[TASK PROMPT] Using the data below, return every line that holds the word "highway".

[EXERCISE INPUTS]

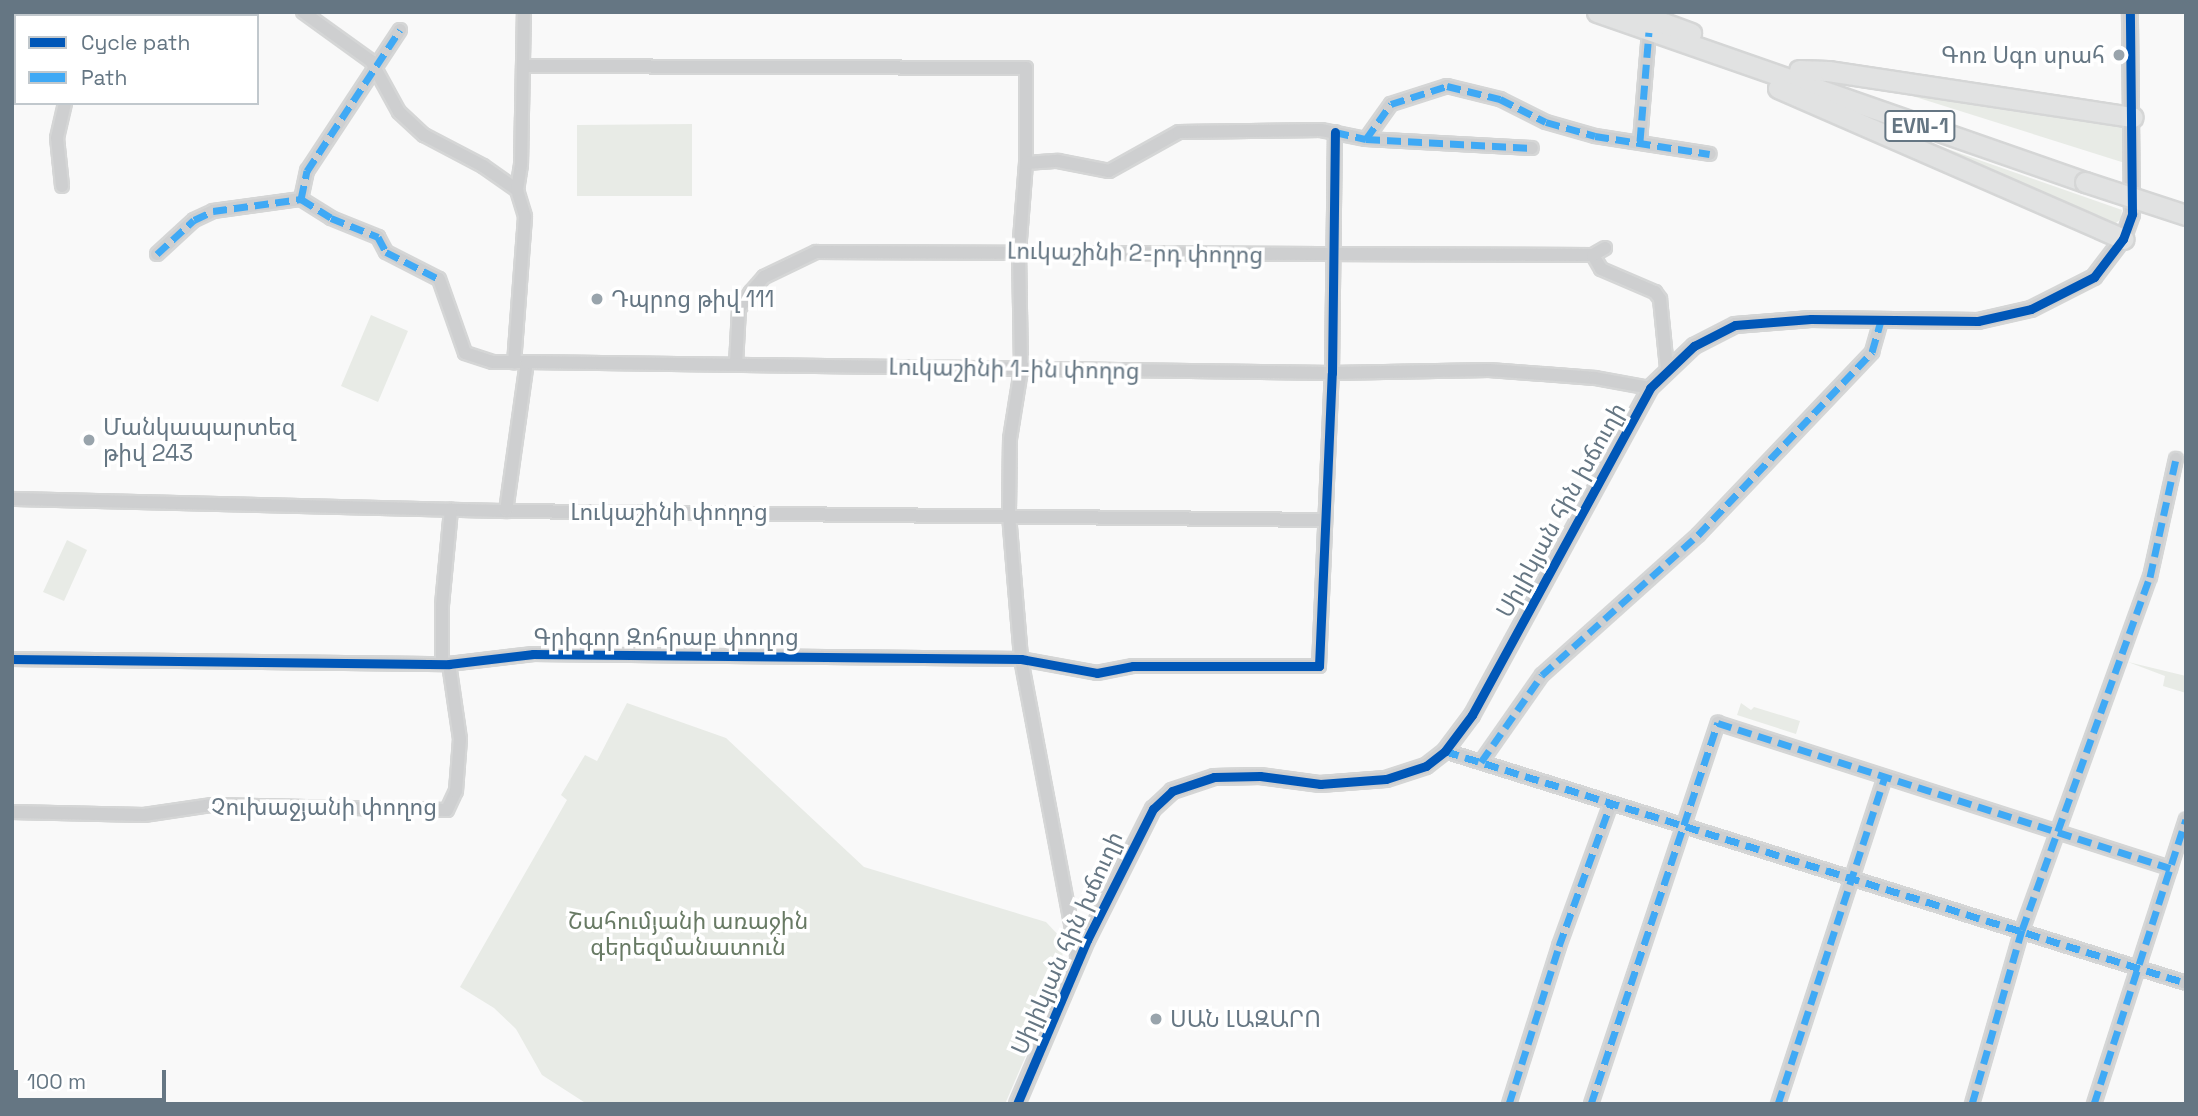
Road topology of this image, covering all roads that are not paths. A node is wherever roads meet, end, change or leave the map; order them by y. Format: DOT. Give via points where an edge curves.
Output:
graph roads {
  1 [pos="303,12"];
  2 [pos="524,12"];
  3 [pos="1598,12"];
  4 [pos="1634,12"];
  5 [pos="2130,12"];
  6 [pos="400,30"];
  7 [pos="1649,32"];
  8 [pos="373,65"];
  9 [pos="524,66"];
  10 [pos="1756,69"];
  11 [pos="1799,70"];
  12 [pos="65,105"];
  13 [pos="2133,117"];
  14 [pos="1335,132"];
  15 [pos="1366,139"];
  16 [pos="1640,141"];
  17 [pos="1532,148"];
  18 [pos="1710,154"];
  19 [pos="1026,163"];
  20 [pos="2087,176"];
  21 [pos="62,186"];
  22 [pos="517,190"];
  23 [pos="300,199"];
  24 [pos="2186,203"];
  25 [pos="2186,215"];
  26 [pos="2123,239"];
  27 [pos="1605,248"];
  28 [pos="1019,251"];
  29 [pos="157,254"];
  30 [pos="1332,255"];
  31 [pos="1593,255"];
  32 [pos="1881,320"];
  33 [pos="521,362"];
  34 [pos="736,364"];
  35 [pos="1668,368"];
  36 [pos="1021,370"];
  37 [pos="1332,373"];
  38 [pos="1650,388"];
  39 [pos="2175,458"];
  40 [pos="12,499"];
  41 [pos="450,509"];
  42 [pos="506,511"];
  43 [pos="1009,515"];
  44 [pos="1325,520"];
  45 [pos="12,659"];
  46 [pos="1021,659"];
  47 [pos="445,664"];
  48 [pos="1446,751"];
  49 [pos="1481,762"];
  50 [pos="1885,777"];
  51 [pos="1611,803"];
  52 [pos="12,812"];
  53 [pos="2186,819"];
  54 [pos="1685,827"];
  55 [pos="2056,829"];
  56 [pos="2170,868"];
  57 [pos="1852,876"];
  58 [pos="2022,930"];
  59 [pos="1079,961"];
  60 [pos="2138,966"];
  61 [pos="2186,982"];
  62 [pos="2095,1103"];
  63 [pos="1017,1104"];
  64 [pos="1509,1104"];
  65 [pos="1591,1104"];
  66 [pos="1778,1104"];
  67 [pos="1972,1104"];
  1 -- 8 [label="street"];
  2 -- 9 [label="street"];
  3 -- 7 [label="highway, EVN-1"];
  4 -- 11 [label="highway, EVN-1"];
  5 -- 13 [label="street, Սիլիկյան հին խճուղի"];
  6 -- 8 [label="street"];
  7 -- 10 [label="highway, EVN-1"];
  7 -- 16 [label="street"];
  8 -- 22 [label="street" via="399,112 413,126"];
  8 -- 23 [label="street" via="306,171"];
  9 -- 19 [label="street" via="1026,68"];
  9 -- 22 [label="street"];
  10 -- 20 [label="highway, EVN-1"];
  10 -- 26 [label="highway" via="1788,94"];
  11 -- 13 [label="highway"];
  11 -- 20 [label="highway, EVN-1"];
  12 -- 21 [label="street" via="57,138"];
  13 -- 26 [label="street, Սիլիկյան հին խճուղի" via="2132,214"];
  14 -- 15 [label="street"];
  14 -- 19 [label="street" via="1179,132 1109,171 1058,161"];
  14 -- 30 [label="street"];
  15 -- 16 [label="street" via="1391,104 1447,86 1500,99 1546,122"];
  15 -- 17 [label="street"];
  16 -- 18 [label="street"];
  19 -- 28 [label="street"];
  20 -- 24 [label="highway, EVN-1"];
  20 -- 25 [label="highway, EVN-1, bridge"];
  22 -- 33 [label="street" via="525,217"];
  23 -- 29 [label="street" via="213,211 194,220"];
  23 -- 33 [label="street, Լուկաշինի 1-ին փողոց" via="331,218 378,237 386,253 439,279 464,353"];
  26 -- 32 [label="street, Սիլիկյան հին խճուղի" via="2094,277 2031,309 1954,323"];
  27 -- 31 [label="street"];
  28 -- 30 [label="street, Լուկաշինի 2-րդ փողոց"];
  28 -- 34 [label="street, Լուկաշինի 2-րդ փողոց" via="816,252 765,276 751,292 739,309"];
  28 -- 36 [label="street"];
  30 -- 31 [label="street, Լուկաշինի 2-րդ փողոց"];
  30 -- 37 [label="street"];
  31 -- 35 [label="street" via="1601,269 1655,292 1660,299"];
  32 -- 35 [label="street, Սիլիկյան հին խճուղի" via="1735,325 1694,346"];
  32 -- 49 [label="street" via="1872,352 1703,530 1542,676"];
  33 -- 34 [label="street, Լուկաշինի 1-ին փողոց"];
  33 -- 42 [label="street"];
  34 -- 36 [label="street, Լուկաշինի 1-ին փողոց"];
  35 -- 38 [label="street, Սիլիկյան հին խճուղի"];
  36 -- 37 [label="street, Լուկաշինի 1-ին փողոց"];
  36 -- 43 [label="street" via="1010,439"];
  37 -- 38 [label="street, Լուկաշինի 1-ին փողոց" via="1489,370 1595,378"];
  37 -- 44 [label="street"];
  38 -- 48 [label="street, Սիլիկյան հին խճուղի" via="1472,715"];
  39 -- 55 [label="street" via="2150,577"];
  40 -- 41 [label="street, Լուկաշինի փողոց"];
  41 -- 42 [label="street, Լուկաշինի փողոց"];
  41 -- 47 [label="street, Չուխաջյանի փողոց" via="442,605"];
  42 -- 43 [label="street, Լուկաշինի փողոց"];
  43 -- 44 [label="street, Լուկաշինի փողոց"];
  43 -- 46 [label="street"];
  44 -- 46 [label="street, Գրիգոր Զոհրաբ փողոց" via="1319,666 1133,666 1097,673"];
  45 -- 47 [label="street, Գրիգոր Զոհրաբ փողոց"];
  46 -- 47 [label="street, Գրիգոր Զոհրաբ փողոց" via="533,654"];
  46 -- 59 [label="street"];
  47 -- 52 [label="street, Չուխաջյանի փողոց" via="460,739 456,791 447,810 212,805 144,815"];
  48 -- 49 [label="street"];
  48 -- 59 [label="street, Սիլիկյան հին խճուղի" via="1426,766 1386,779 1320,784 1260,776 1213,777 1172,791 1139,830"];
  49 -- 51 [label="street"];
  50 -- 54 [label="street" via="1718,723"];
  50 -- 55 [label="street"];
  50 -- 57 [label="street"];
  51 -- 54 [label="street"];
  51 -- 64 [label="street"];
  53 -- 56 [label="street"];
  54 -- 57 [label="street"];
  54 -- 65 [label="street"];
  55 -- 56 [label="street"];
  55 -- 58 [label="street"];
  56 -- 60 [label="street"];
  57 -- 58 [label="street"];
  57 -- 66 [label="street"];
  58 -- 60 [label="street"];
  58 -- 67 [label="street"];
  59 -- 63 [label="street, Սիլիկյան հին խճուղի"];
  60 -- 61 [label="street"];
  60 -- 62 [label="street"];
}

[EXERCISE RESULT]
  3 -- 7 [label="highway, EVN-1"];
  4 -- 11 [label="highway, EVN-1"];
  7 -- 10 [label="highway, EVN-1"];
  10 -- 20 [label="highway, EVN-1"];
  10 -- 26 [label="highway" via="1788,94"];
  11 -- 13 [label="highway"];
  11 -- 20 [label="highway, EVN-1"];
  20 -- 24 [label="highway, EVN-1"];
  20 -- 25 [label="highway, EVN-1, bridge"];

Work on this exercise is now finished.